Activity:
If a record contains a picture, skip the picture and transcribe the rest exactly.

Supplied records:
————

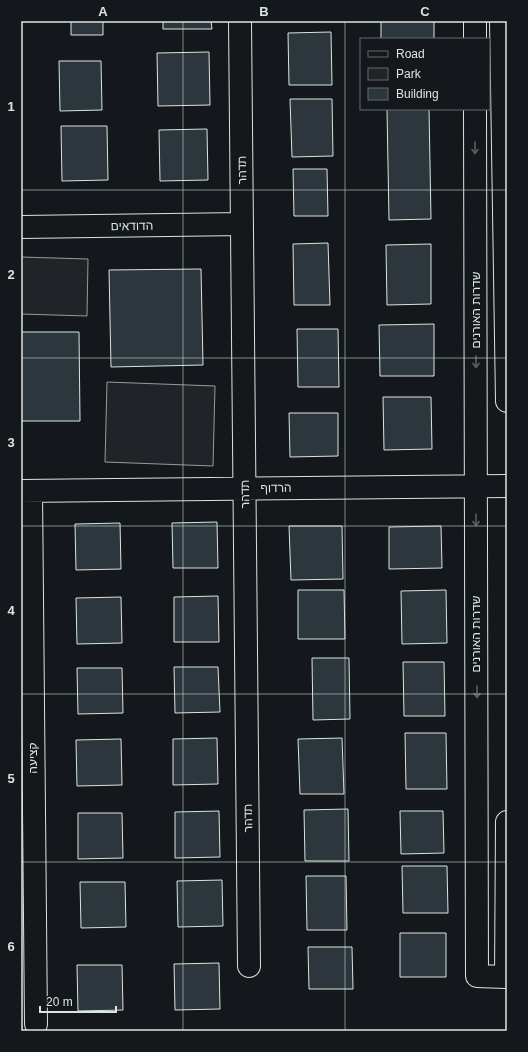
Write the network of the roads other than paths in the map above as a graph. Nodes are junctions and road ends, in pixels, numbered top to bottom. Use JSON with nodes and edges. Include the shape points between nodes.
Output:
{"nodes":[{"id":1,"x":240,"y":21,"type":"edge"},
{"id":2,"x":475,"y":21,"type":"edge"},
{"id":3,"x":501,"y":21,"type":"edge"},
{"id":4,"x":475,"y":38,"type":"edge"},
{"id":5,"x":475,"y":110,"type":"edge"},
{"id":6,"x":242,"y":224,"type":"junction"},
{"id":7,"x":21,"y":228,"type":"edge"},
{"id":8,"x":507,"y":401,"type":"edge"},
{"id":9,"x":476,"y":486,"type":"junction"},
{"id":10,"x":507,"y":486,"type":"edge"},
{"id":11,"x":245,"y":489,"type":"junction"},
{"id":12,"x":26,"y":491,"type":"edge"},
{"id":13,"x":507,"y":822,"type":"edge"},
{"id":14,"x":249,"y":966,"type":"dead end"},
{"id":15,"x":36,"y":1024,"type":"dead end"}],
"edges":[{"from":1,"to":6,"type":"street","name":"תדהר"},
{"from":2,"to":4,"type":"street"},
{"from":3,"to":8,"type":"street"},
{"from":5,"to":9,"type":"street","name":"שדרות האורנים","one_way":true},
{"from":6,"to":7,"type":"street","name":"הדודאים"},
{"from":6,"to":11,"type":"street","name":"תדהר"},
{"from":9,"to":10,"type":"street","name":"הרדוף"},
{"from":9,"to":11,"type":"street","name":"הרדוף"},
{"from":9,"to":13,"type":"street","name":"שדרות האורנים","one_way":true,"via":[[477,976],[506,977]]},
{"from":11,"to":12,"type":"street","name":"הרדוף"},
{"from":11,"to":14,"type":"street","name":"תדהר"},
{"from":12,"to":15,"type":"street","name":"קציעה"}]}
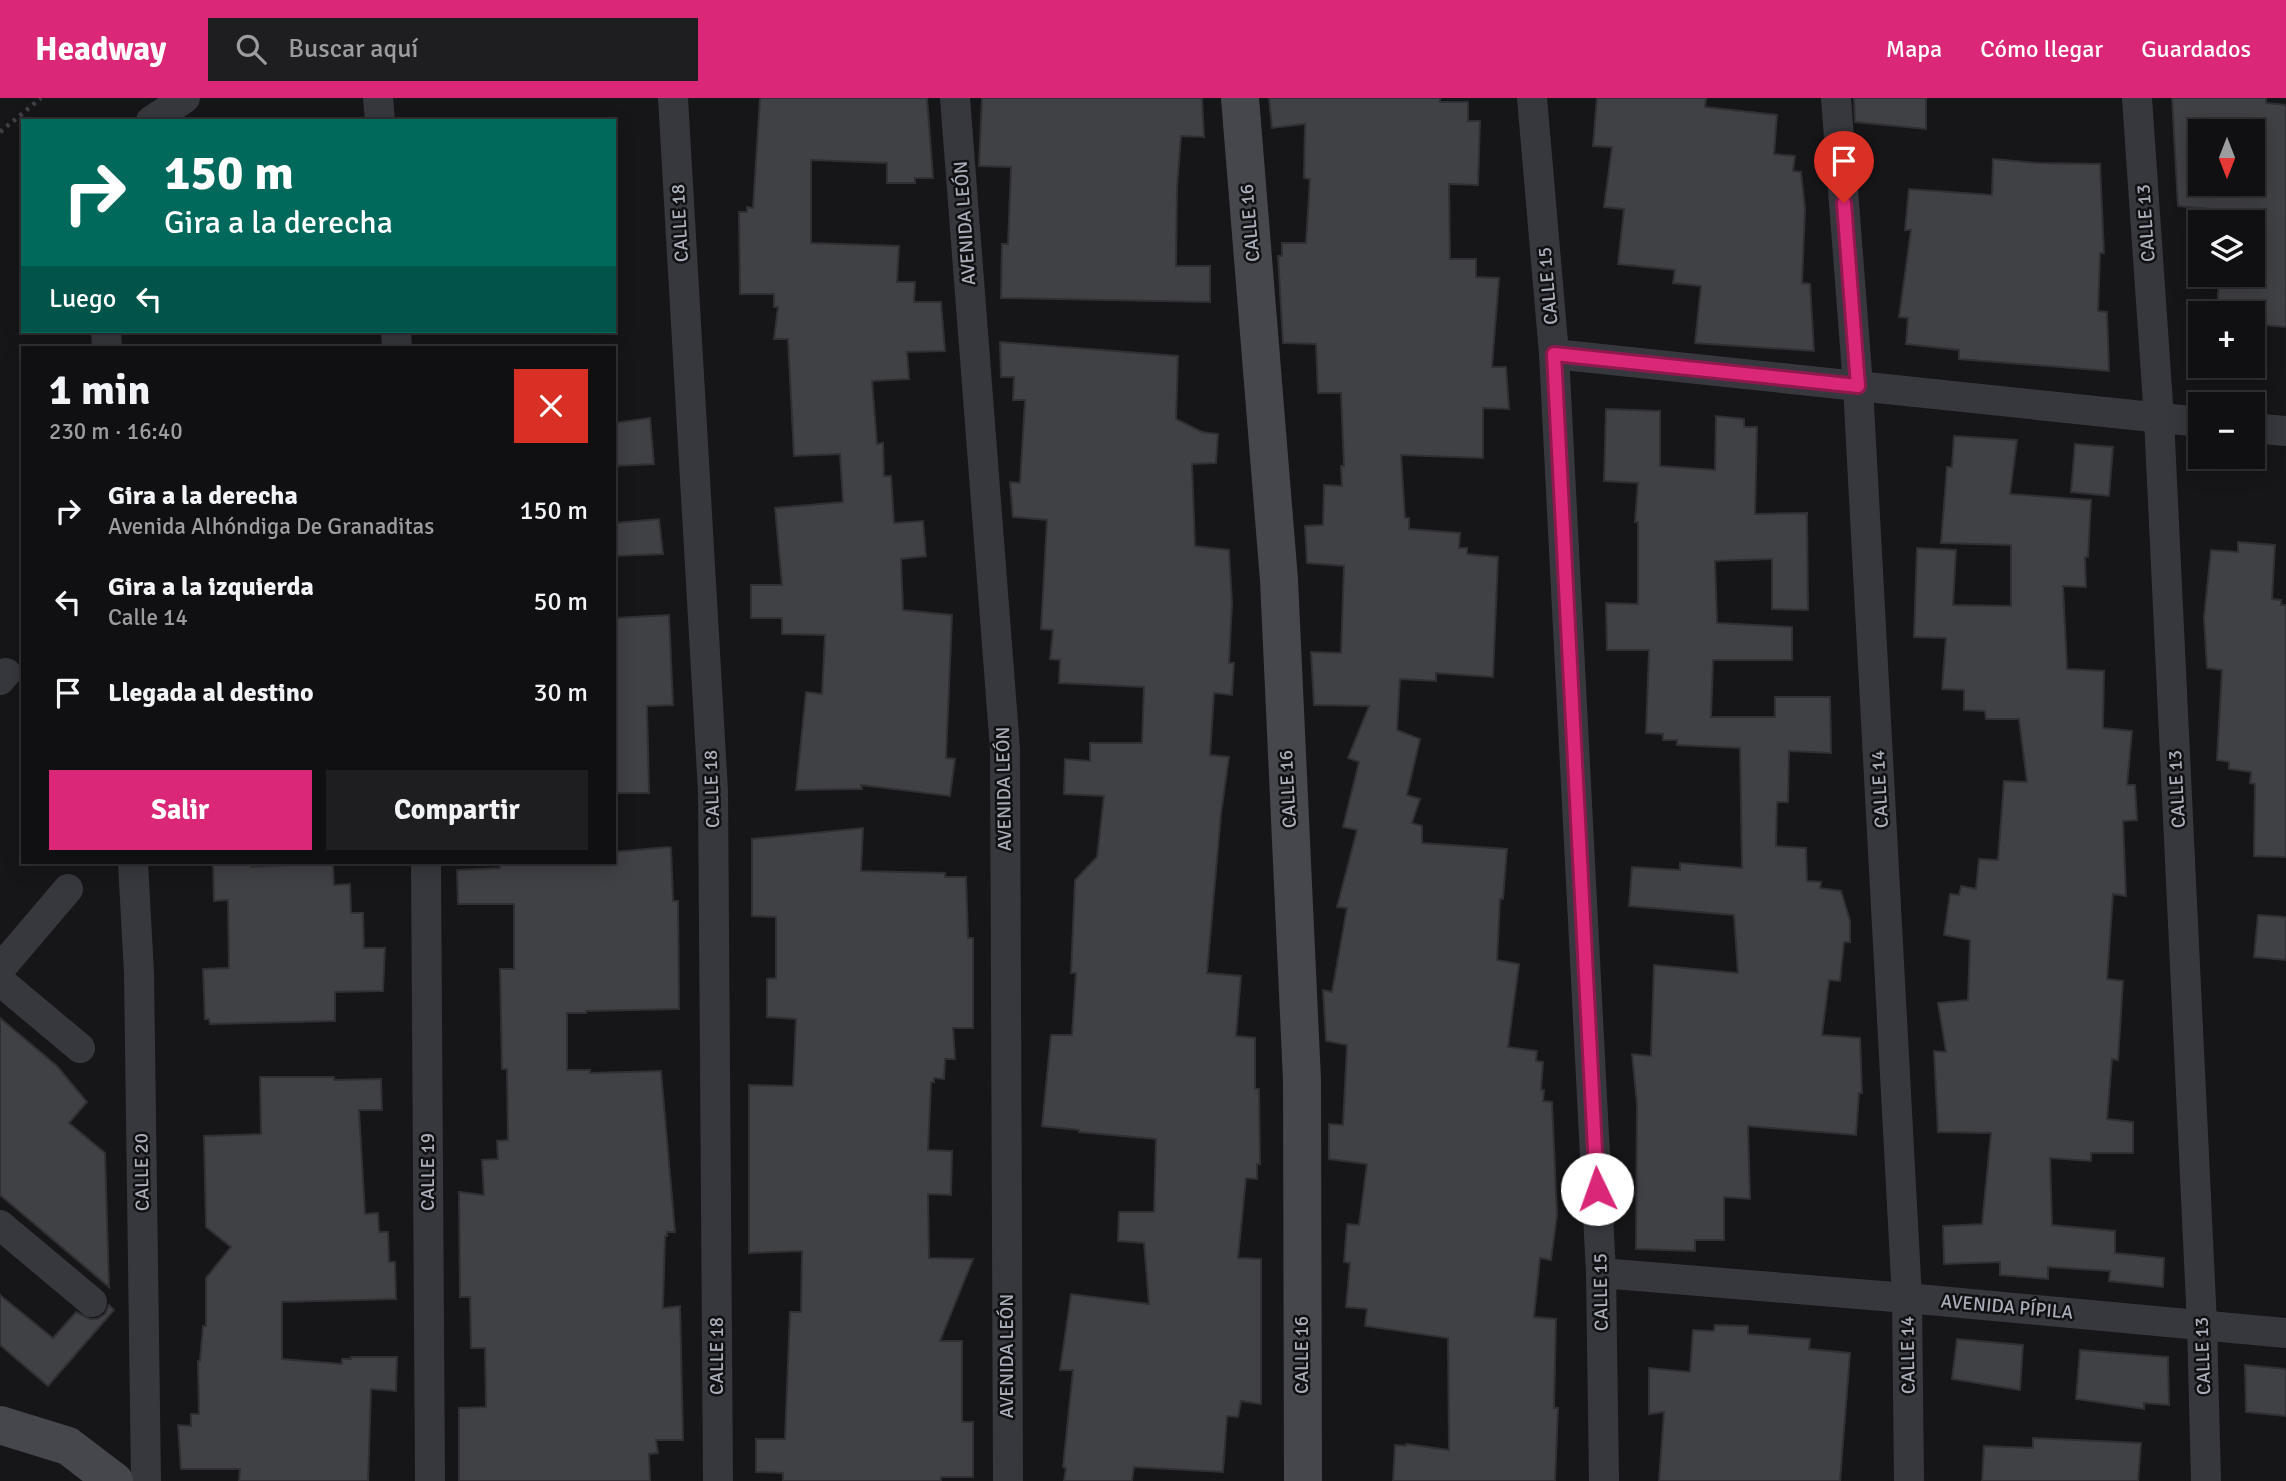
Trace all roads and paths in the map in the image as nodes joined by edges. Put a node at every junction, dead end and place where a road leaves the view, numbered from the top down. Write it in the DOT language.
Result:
graph roads {
  1 [pos="41,98"];
  2 [pos="185,98"];
  3 [pos="378,98"];
  4 [pos="673,98"];
  5 [pos="955,98"];
  6 [pos="1240,98"];
  7 [pos="1532,98"];
  8 [pos="1836,98"];
  9 [pos="2137,98"];
  10 [pos="154,119"];
  11 [pos="380,119"];
  12 [pos="0,132"];
  13 [pos="1554,354"];
  14 [pos="1858,386"];
  15 [pos="2159,418"];
  16 [pos="2188,421"];
  17 [pos="2265,429"];
  18 [pos="2286,431"];
  19 [pos="133,864"];
  20 [pos="426,864"];
  21 [pos="68,889"];
  22 [pos="0,969"];
  23 [pos="0,981"];
  24 [pos="80,1048"];
  25 [pos="0,1225"];
  26 [pos="1601,1273"];
  27 [pos="1907,1298"];
  28 [pos="92,1302"];
  29 [pos="2202,1324"];
  30 [pos="2286,1333"];
  31 [pos="0,1425"];
  32 [pos="114,1481"];
  33 [pos="146,1481"];
  34 [pos="430,1481"];
  35 [pos="718,1481"];
  36 [pos="1007,1481"];
  37 [pos="1303,1481"];
  38 [pos="1604,1481"];
  39 [pos="1909,1481"];
  40 [pos="2206,1481"];
  1 -- 12 [label="path"];
  2 -- 10 [label="street"];
  3 -- 11 [label="street"];
  4 -- 35 [label="street, CALLE 18"];
  5 -- 36 [label="street, AVENIDA LEÓN"];
  6 -- 37 [label="street, CALLE 16"];
  7 -- 13 [label="street, CALLE 15"];
  8 -- 14 [label="street, CALLE 14"];
  9 -- 15 [label="street, CALLE 13"];
  13 -- 14 [label="street"];
  13 -- 26 [label="street, CALLE 15"];
  14 -- 15 [label="street"];
  14 -- 27 [label="street, CALLE 14"];
  15 -- 16 [label="street"];
  15 -- 29 [label="street, CALLE 13"];
  17 -- 18 [label="street"];
  19 -- 33 [label="street, CALLE 20"];
  20 -- 34 [label="street, CALLE 19"];
  21 -- 22 [label="street"];
  23 -- 24 [label="street"];
  25 -- 28 [label="street"];
  26 -- 27 [label="street, AVENIDA PÍPILA"];
  26 -- 38 [label="street, CALLE 15"];
  27 -- 29 [label="street, AVENIDA PÍPILA"];
  27 -- 39 [label="street, CALLE 14"];
  29 -- 30 [label="street, AVENIDA PÍPILA"];
  29 -- 40 [label="street, CALLE 13"];
  31 -- 32 [label="street"];
}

————

Task output:
Write the network of the roads other than paths in the map above as a graph. Nodes are junctions and road ends, in pixels, numbered top to bottom. Use JSON with nodes and edges. Include the shape points between nodes.
Output:
{"nodes":[{"id":1,"x":240,"y":21,"type":"edge"},
{"id":2,"x":475,"y":21,"type":"edge"},
{"id":3,"x":501,"y":21,"type":"edge"},
{"id":4,"x":475,"y":38,"type":"edge"},
{"id":5,"x":475,"y":110,"type":"edge"},
{"id":6,"x":242,"y":224,"type":"junction"},
{"id":7,"x":21,"y":228,"type":"edge"},
{"id":8,"x":507,"y":401,"type":"edge"},
{"id":9,"x":476,"y":486,"type":"junction"},
{"id":10,"x":507,"y":486,"type":"edge"},
{"id":11,"x":245,"y":489,"type":"junction"},
{"id":12,"x":26,"y":491,"type":"edge"},
{"id":13,"x":507,"y":822,"type":"edge"},
{"id":14,"x":249,"y":966,"type":"dead end"},
{"id":15,"x":36,"y":1024,"type":"dead end"}],
"edges":[{"from":1,"to":6,"type":"street","name":"תדהר"},
{"from":2,"to":4,"type":"street"},
{"from":3,"to":8,"type":"street"},
{"from":5,"to":9,"type":"street","name":"שדרות האורנים","one_way":true},
{"from":6,"to":7,"type":"street","name":"הדודאים"},
{"from":6,"to":11,"type":"street","name":"תדהר"},
{"from":9,"to":10,"type":"street","name":"הרדוף"},
{"from":9,"to":11,"type":"street","name":"הרדוף"},
{"from":9,"to":13,"type":"street","name":"שדרות האורנים","one_way":true,"via":[[477,976],[506,977]]},
{"from":11,"to":12,"type":"street","name":"הרדוף"},
{"from":11,"to":14,"type":"street","name":"תדהר"},
{"from":12,"to":15,"type":"street","name":"קציעה"}]}
Trace all roads and paths in the map in the image as nodes joined by edges. Put a node at every junction, dead end and place where a road leaves the view, numbered from the top down. Write it in the DOT language.
Result:
graph roads {
  1 [pos="41,98"];
  2 [pos="185,98"];
  3 [pos="378,98"];
  4 [pos="673,98"];
  5 [pos="955,98"];
  6 [pos="1240,98"];
  7 [pos="1532,98"];
  8 [pos="1836,98"];
  9 [pos="2137,98"];
  10 [pos="154,119"];
  11 [pos="380,119"];
  12 [pos="0,132"];
  13 [pos="1554,354"];
  14 [pos="1858,386"];
  15 [pos="2159,418"];
  16 [pos="2188,421"];
  17 [pos="2265,429"];
  18 [pos="2286,431"];
  19 [pos="133,864"];
  20 [pos="426,864"];
  21 [pos="68,889"];
  22 [pos="0,969"];
  23 [pos="0,981"];
  24 [pos="80,1048"];
  25 [pos="0,1225"];
  26 [pos="1601,1273"];
  27 [pos="1907,1298"];
  28 [pos="92,1302"];
  29 [pos="2202,1324"];
  30 [pos="2286,1333"];
  31 [pos="0,1425"];
  32 [pos="114,1481"];
  33 [pos="146,1481"];
  34 [pos="430,1481"];
  35 [pos="718,1481"];
  36 [pos="1007,1481"];
  37 [pos="1303,1481"];
  38 [pos="1604,1481"];
  39 [pos="1909,1481"];
  40 [pos="2206,1481"];
  1 -- 12 [label="path"];
  2 -- 10 [label="street"];
  3 -- 11 [label="street"];
  4 -- 35 [label="street, CALLE 18"];
  5 -- 36 [label="street, AVENIDA LEÓN"];
  6 -- 37 [label="street, CALLE 16"];
  7 -- 13 [label="street, CALLE 15"];
  8 -- 14 [label="street, CALLE 14"];
  9 -- 15 [label="street, CALLE 13"];
  13 -- 14 [label="street"];
  13 -- 26 [label="street, CALLE 15"];
  14 -- 15 [label="street"];
  14 -- 27 [label="street, CALLE 14"];
  15 -- 16 [label="street"];
  15 -- 29 [label="street, CALLE 13"];
  17 -- 18 [label="street"];
  19 -- 33 [label="street, CALLE 20"];
  20 -- 34 [label="street, CALLE 19"];
  21 -- 22 [label="street"];
  23 -- 24 [label="street"];
  25 -- 28 [label="street"];
  26 -- 27 [label="street, AVENIDA PÍPILA"];
  26 -- 38 [label="street, CALLE 15"];
  27 -- 29 [label="street, AVENIDA PÍPILA"];
  27 -- 39 [label="street, CALLE 14"];
  29 -- 30 [label="street, AVENIDA PÍPILA"];
  29 -- 40 [label="street, CALLE 13"];
  31 -- 32 [label="street"];
}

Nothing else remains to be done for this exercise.